Non si può non notare la coincidenza della riproposizione del redditometro con l’attivismo di Biden che ha rivendicato e sdoganato la riforma della tassazione globale, sposata dal G7 e fondata su una minimum tax di almeno il 15% da far pagare alle multinazionali oltre a un’imposizione da applicarsi ai profitti maturati nei singoli Paesi. Dopo l’annuncio iniziale è apparso chiaro a tutti che l’applicazione concreta della minimum tax sarà possibile, se tutto va bene, tra anni. La sua applicazione, infatti, potrà esserci solo quando sarà maturato un consenso internazionale sulla formazione del quale vi è più di qualche dubbio se si considera che anche negli Usa la svolta non è data per acquisita visto il forte dissenso dei Repubblicani. È certo, comunque, che la riforma della tassazione globale sulle imprese è considerata dall’Amministrazione statunitense indispensabile per poter arrestare il trasferimento delle aziende americane verso Stati con regimi fiscali più vantaggiosi.
A questo punto dell’analisi viene il dubbio che il ripescaggio del redditometro sia fondato sull’equazione rivolta ai cittadini: abbiamo affrontato il tema dei giganti del web per cui la nostra attenzione verso di voi non è accanimento. In questo contesto si inserisce l’intervento dell’Agenzia delle Entrate che ha ribadito che la riforma della riscossione è una priorità non più differibile proprio nell’ottica di dare maggiore credibilità all’accertamento. Senza l’incasso delle somme contestate ogni azione di contrasto all’evasione è inefficace. È stata ancora una volta sottolineata la necessità di affrontare la questione del monte crediti non riscossi dall’erario, gran parte dei quali non hanno alcuna possibilità di essere incassati e per i quali andranno sostenute spese e impegno lavorativo per evitare contestazioni di danno erariale.

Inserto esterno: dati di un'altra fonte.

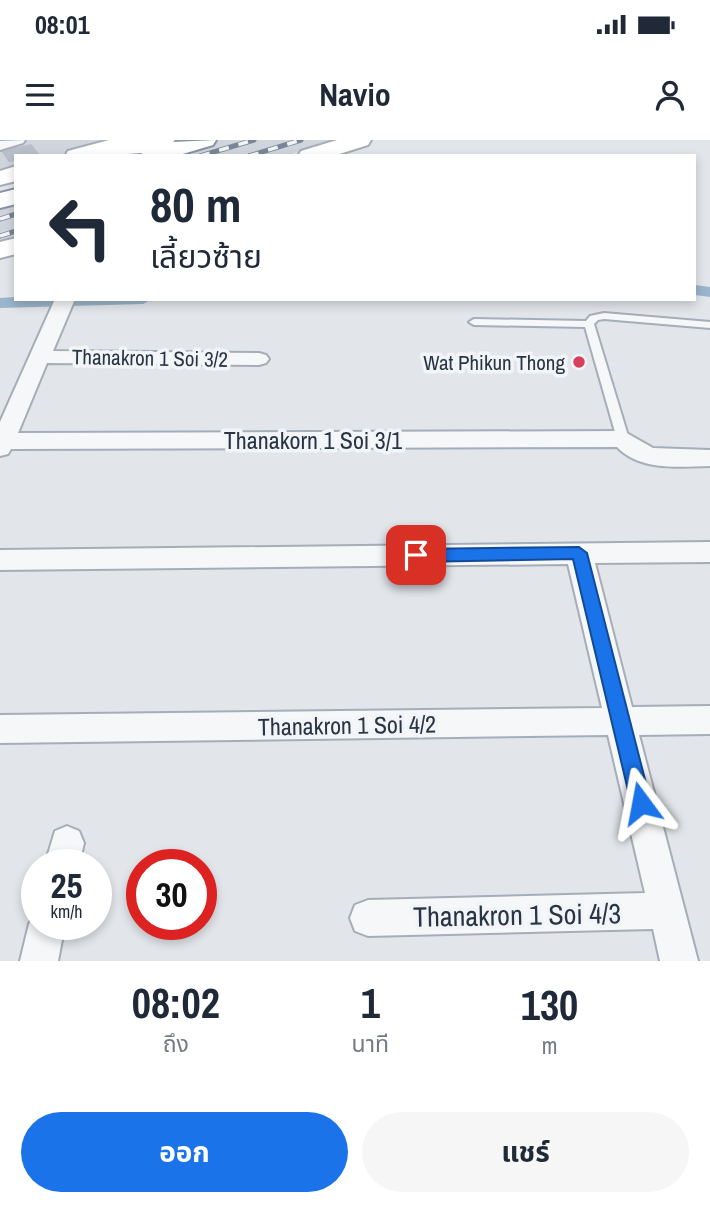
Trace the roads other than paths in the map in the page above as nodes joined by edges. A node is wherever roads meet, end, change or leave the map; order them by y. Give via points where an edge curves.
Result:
1 (164, 140) edge
2 (205, 140) edge
3 (360, 140) edge
4 (123, 145) edge
5 (85, 154) edge
6 (158, 154) edge
7 (315, 154) edge
8 (62, 305) edge
9 (474, 322) dead end
10 (589, 324) junction
11 (710, 324) edge
12 (40, 357) junction
13 (259, 359) dead end
14 (623, 439) junction
15 (1, 443) edge
16 (710, 458) edge
17 (710, 552) edge
18 (579, 553) junction
19 (0, 560) edge
20 (710, 720) edge
21 (621, 722) junction
22 (0, 729) edge
23 (667, 911) junction
24 (368, 918) dead end
25 (44, 940) edge
26 (39, 961) edge
27 (679, 961) edge

1 - 4 main road
2 - 6 main road
3 - 7 main road
4 - 5 main road
8 - 12 street
9 - 10 lane
10 - 11 lane via 604,316
10 - 14 lane
12 - 13 street, Thanakron 1 Soi 3/2
12 - 15 street
14 - 15 street, Thanakorn 1 Soi 3/1
14 - 16 street via 661,458
17 - 18 street
18 - 19 street
18 - 21 street
20 - 21 street, Thanakron 1 Soi 4/2
21 - 22 street, Thanakron 1 Soi 4/2
21 - 23 street
23 - 24 street, Thanakron 1 Soi 4/3
23 - 27 street
25 - 26 street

Sul punto un primo passo è stato segnato con il Decreto sostegni che ha messo sotto osservazione l’inesigibilità dei ruoli. In attesa di maggiori informazioni sulla riforma fiscale è stata ripresa l’Iri, Imposta sul reddito dell’imprenditore, che nasce con la manovra per il 2017 mai applicata e successivamente abolita nel 2019. Chi ripropone questo meccanismo lo fa perché lo ritiene utile a ristabilire l’equità del sistema fiscale rendendo neutrale il prelievo fiscale qualunque sia la forma giuridica dell’impresa. Sulle modalità attuative di questo meccanismo non vi è intesa tra i partiti. Questo strumento contribuirebbe a introdurre un primo tassello di equità nel nostro sistema che penalizza fortemente la forma individuale di fare impresa o lavoro autonomo. È ormai evidente dopo poco più di un anno di pandemia che la ripresa economica passa per l’attuazione della riforma fiscale che dovrà dare energia al ceto medio impoverito dalla lunga stagnazione italiana che era già presente prima di essere colpito dalla crisi economica innescata dal Covid. La sorte fiscale di molte aziende è legata dunque alla riforma fiscale e alla riduzione del peso della burocrazia, anche di quella fiscale. Anche il rientro nei confini nazionali di alcune produzioni delocalizzate all’estero dipende dalle riforme da attuarsi.
Se la strada è la minumim tax globale potrebbe apparire illogico affrontare il futuro attraverso il redditometro che guarda al passato con gli occhi di oggi solo per ragioni di cassa.